### Activity
What comes back must be the data itself, retyped exactly.

##### Material for this exercise #####

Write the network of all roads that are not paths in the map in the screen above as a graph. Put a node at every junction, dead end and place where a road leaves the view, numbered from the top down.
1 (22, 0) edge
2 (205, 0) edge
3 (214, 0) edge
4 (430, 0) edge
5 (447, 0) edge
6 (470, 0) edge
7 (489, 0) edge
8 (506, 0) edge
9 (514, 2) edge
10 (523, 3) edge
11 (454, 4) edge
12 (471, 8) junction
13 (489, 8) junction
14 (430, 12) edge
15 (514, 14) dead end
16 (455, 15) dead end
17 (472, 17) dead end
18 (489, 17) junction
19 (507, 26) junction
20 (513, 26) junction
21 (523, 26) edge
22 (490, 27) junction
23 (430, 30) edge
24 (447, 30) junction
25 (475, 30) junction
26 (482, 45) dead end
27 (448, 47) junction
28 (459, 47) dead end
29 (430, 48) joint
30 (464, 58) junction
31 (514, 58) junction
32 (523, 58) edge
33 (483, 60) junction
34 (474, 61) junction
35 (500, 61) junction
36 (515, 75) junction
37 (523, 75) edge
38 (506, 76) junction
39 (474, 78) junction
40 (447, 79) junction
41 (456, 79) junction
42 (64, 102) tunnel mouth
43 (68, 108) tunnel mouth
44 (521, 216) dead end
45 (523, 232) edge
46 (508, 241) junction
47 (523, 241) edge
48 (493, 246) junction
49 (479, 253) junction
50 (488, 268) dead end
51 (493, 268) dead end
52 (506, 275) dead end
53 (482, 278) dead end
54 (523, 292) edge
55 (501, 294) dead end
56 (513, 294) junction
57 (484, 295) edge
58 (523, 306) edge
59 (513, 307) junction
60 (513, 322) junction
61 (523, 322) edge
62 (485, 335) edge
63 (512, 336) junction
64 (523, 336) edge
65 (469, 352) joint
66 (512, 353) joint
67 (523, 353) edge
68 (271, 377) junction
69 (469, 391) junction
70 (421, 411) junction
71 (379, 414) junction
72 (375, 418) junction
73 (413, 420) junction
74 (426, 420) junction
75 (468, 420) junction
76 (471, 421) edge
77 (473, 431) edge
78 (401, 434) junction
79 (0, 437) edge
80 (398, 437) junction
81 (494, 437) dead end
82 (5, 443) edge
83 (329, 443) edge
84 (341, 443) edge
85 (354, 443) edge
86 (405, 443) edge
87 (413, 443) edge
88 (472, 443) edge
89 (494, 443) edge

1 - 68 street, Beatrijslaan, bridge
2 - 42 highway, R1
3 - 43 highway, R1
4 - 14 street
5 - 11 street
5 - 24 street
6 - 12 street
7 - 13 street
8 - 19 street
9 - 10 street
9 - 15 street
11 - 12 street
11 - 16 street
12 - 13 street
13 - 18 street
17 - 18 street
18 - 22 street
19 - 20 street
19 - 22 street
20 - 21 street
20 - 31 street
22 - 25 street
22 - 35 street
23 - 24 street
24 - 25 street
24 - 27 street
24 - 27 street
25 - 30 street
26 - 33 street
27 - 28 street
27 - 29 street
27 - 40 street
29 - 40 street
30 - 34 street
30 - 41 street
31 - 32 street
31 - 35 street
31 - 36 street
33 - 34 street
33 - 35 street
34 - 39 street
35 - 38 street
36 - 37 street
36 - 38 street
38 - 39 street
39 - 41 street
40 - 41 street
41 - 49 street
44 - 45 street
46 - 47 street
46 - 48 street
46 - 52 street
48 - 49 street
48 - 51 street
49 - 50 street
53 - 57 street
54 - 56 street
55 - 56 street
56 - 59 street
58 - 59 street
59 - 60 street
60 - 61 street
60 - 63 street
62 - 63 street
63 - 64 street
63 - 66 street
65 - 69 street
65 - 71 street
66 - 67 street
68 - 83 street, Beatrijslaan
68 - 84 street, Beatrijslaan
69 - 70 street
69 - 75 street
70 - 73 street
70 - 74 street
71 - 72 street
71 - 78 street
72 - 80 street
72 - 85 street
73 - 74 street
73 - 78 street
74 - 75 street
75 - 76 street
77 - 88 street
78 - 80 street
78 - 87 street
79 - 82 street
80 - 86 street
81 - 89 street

#####

### Answer
Write the network of all roads that are not paths in the map in the screen above as a graph. Put a node at every junction, dead end and place where a road leaves the view, numbered from the top down.
1 (22, 0) edge
2 (205, 0) edge
3 (214, 0) edge
4 (430, 0) edge
5 (447, 0) edge
6 (470, 0) edge
7 (489, 0) edge
8 (506, 0) edge
9 (514, 2) edge
10 (523, 3) edge
11 (454, 4) edge
12 (471, 8) junction
13 (489, 8) junction
14 (430, 12) edge
15 (514, 14) dead end
16 (455, 15) dead end
17 (472, 17) dead end
18 (489, 17) junction
19 (507, 26) junction
20 (513, 26) junction
21 (523, 26) edge
22 (490, 27) junction
23 (430, 30) edge
24 (447, 30) junction
25 (475, 30) junction
26 (482, 45) dead end
27 (448, 47) junction
28 (459, 47) dead end
29 (430, 48) joint
30 (464, 58) junction
31 (514, 58) junction
32 (523, 58) edge
33 (483, 60) junction
34 (474, 61) junction
35 (500, 61) junction
36 (515, 75) junction
37 (523, 75) edge
38 (506, 76) junction
39 (474, 78) junction
40 (447, 79) junction
41 (456, 79) junction
42 (64, 102) tunnel mouth
43 (68, 108) tunnel mouth
44 (521, 216) dead end
45 (523, 232) edge
46 (508, 241) junction
47 (523, 241) edge
48 (493, 246) junction
49 (479, 253) junction
50 (488, 268) dead end
51 (493, 268) dead end
52 (506, 275) dead end
53 (482, 278) dead end
54 (523, 292) edge
55 (501, 294) dead end
56 (513, 294) junction
57 (484, 295) edge
58 (523, 306) edge
59 (513, 307) junction
60 (513, 322) junction
61 (523, 322) edge
62 (485, 335) edge
63 (512, 336) junction
64 (523, 336) edge
65 (469, 352) joint
66 (512, 353) joint
67 (523, 353) edge
68 (271, 377) junction
69 (469, 391) junction
70 (421, 411) junction
71 (379, 414) junction
72 (375, 418) junction
73 (413, 420) junction
74 (426, 420) junction
75 (468, 420) junction
76 (471, 421) edge
77 (473, 431) edge
78 (401, 434) junction
79 (0, 437) edge
80 (398, 437) junction
81 (494, 437) dead end
82 (5, 443) edge
83 (329, 443) edge
84 (341, 443) edge
85 (354, 443) edge
86 (405, 443) edge
87 (413, 443) edge
88 (472, 443) edge
89 (494, 443) edge

1 - 68 street, Beatrijslaan, bridge
2 - 42 highway, R1
3 - 43 highway, R1
4 - 14 street
5 - 11 street
5 - 24 street
6 - 12 street
7 - 13 street
8 - 19 street
9 - 10 street
9 - 15 street
11 - 12 street
11 - 16 street
12 - 13 street
13 - 18 street
17 - 18 street
18 - 22 street
19 - 20 street
19 - 22 street
20 - 21 street
20 - 31 street
22 - 25 street
22 - 35 street
23 - 24 street
24 - 25 street
24 - 27 street
24 - 27 street
25 - 30 street
26 - 33 street
27 - 28 street
27 - 29 street
27 - 40 street
29 - 40 street
30 - 34 street
30 - 41 street
31 - 32 street
31 - 35 street
31 - 36 street
33 - 34 street
33 - 35 street
34 - 39 street
35 - 38 street
36 - 37 street
36 - 38 street
38 - 39 street
39 - 41 street
40 - 41 street
41 - 49 street
44 - 45 street
46 - 47 street
46 - 48 street
46 - 52 street
48 - 49 street
48 - 51 street
49 - 50 street
53 - 57 street
54 - 56 street
55 - 56 street
56 - 59 street
58 - 59 street
59 - 60 street
60 - 61 street
60 - 63 street
62 - 63 street
63 - 64 street
63 - 66 street
65 - 69 street
65 - 71 street
66 - 67 street
68 - 83 street, Beatrijslaan
68 - 84 street, Beatrijslaan
69 - 70 street
69 - 75 street
70 - 73 street
70 - 74 street
71 - 72 street
71 - 78 street
72 - 80 street
72 - 85 street
73 - 74 street
73 - 78 street
74 - 75 street
75 - 76 street
77 - 88 street
78 - 80 street
78 - 87 street
79 - 82 street
80 - 86 street
81 - 89 street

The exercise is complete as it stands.